Glenn Hughes, dunque. La prova vivente che l’hard rock è tutt’altro che un genere sottovetro, superato, autoindulgente, immutabile. Con Glenn Hughes l’hard rock continua ad essere un fantastico laboratorio di sperimentazione e commistione dei varii generi musicali moderni, e continua ad evolversi. Prendete una fantastica voce soul, un piglio e un approccio musicale hard rock, del blues, del r’n'b, un pò di heavy e tanto funk, nelle ritmiche, negli accordi. Prendete una grande tecnica e mischiatela con un groove e un feeling incredibile. Aggiungeteci tonnellate di divertimento, di passione. Più o meno è questo Glenn Hughes e la sua band.

La scaletta del live comprendeva ben 6 pezzi dell’ultimo album (FUNK, appena uscito. Clicca qui per vedere il singolo), e solo 2 pezzi anteriori il 2004. Questo a riprova di quanto Glenn creda in quello che sta facendo adesso.
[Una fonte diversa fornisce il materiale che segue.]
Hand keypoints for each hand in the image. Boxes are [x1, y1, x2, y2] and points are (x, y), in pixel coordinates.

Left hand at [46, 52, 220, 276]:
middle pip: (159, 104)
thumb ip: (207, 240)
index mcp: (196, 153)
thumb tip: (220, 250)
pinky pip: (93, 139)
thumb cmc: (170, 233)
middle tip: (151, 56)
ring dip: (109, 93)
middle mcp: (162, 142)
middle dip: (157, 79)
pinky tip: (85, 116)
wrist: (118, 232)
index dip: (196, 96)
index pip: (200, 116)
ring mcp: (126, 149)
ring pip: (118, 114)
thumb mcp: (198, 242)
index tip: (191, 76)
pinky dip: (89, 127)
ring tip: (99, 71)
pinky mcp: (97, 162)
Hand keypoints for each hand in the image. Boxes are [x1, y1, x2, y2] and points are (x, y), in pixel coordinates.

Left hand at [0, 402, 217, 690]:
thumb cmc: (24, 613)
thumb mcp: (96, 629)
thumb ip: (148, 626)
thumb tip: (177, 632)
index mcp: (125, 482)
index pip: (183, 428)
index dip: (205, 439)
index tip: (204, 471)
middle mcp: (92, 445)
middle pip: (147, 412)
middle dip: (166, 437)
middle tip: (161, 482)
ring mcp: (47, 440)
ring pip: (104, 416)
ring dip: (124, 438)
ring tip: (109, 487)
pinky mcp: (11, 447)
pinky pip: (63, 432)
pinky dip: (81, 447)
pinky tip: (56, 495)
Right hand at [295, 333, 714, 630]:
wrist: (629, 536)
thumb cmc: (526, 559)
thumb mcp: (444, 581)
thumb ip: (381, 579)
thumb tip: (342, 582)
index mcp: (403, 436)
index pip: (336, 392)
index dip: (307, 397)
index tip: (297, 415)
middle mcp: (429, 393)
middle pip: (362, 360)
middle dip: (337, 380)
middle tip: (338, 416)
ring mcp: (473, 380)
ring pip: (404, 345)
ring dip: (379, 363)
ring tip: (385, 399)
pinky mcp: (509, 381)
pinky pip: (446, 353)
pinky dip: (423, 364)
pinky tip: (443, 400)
I suoi due chitarristi sono per me il simbolo del cocktail rock che Hughes ci propone. JJ Marsh è il veterano dello Hughes solista, è un chitarrista hard blues, di piglio classic rock, con un’ottima tecnica soprattutto solistica. Il più giovane Luis Maldonado è un talento poliedrico che predilige il jazz, il funk e il rock fusion, ma capace di passare in un attimo da forsennate ritmiche funky a parti solistiche ben più heavy. Sul palco questi musicisti sono divertentissimi. Si cercano, ridono, saltano, giocano, sono belli e spontanei come il rock’n'roll delle origini. Per me questo è fantastico, è il profumo della musica, è l’essere davvero fighi, è il spazzare via tutta l’inutile merda psicanalitica che viene considerata spontanea, innovativa o alternativa oggi.
foto: tratte da Glennhughes.com e scattate in vari concerti di quest’anno.
Caaaaaaaarrieeee, Caaaaaaaarrieeee
Maggio 18, 2008 Scritto da Fab
Le grandi ballate melodiche sono fatte per essere cantate a squarciagola, in macchina. Scendendo giù da Romagnano. Queste sono le tre condizioni necessarie: canto corale, macchina, Romagnano. E la regina delle ballatone melodiche ottantiane è ovviamente Carrie degli Europe. Dovevamo provarci. Un paio di mesi fa decidemmo dunque di tentare il “Carrie singalong experiment”, e ci autoinvitammo in una festa di boari gay (non sto scherzando) in una casa da qualche parte sui monti fra la Val Pantena e la Val Squaranto. Al ritorno, mentre il Gugo, esperto di lercie strade montane, ci faceva strada con la sua Lancia Y insieme al Zumi, noi a ruota sulla Yaris abbiamo realizzato il nostro experiment. Si noti che diciamo Terry invece che Carrie perchè quando ci sta ci sta.
P.S. se non siete esperti di Carrie, potete allenarvi direttamente da casa vostra, prima di tentare anche voi la discesa canterina da Romagnano, con questo simpatico Karaoke giapponese, che vi permetterà di diventare dei numeri1 contornando i vostri allenamenti con rilassanti immagini e ambientazioni tutti giapponesi.
The hottest band in the world
Maggio 14, 2008 Scritto da Fab


Unici. Unici i Kiss. Due ore e venti di puro godimento, ieri sera. Un crescendo di canzoni incredibile, ventimila persone che cantavano tutte insieme, fuochi d’artificio, botti, ma soprattutto una band unica, che suona con piglio e groove i vecchi pezzi, che sa arrapare la folla come nessun altro, incredibili. Ora ho poco tempo, ho dormito niente e sto per andare a Padova, ma davvero qualcosa dovevo scriverlo. Ho fatto quasi zero foto (ma mille video), comunque ci sentiamo al più presto!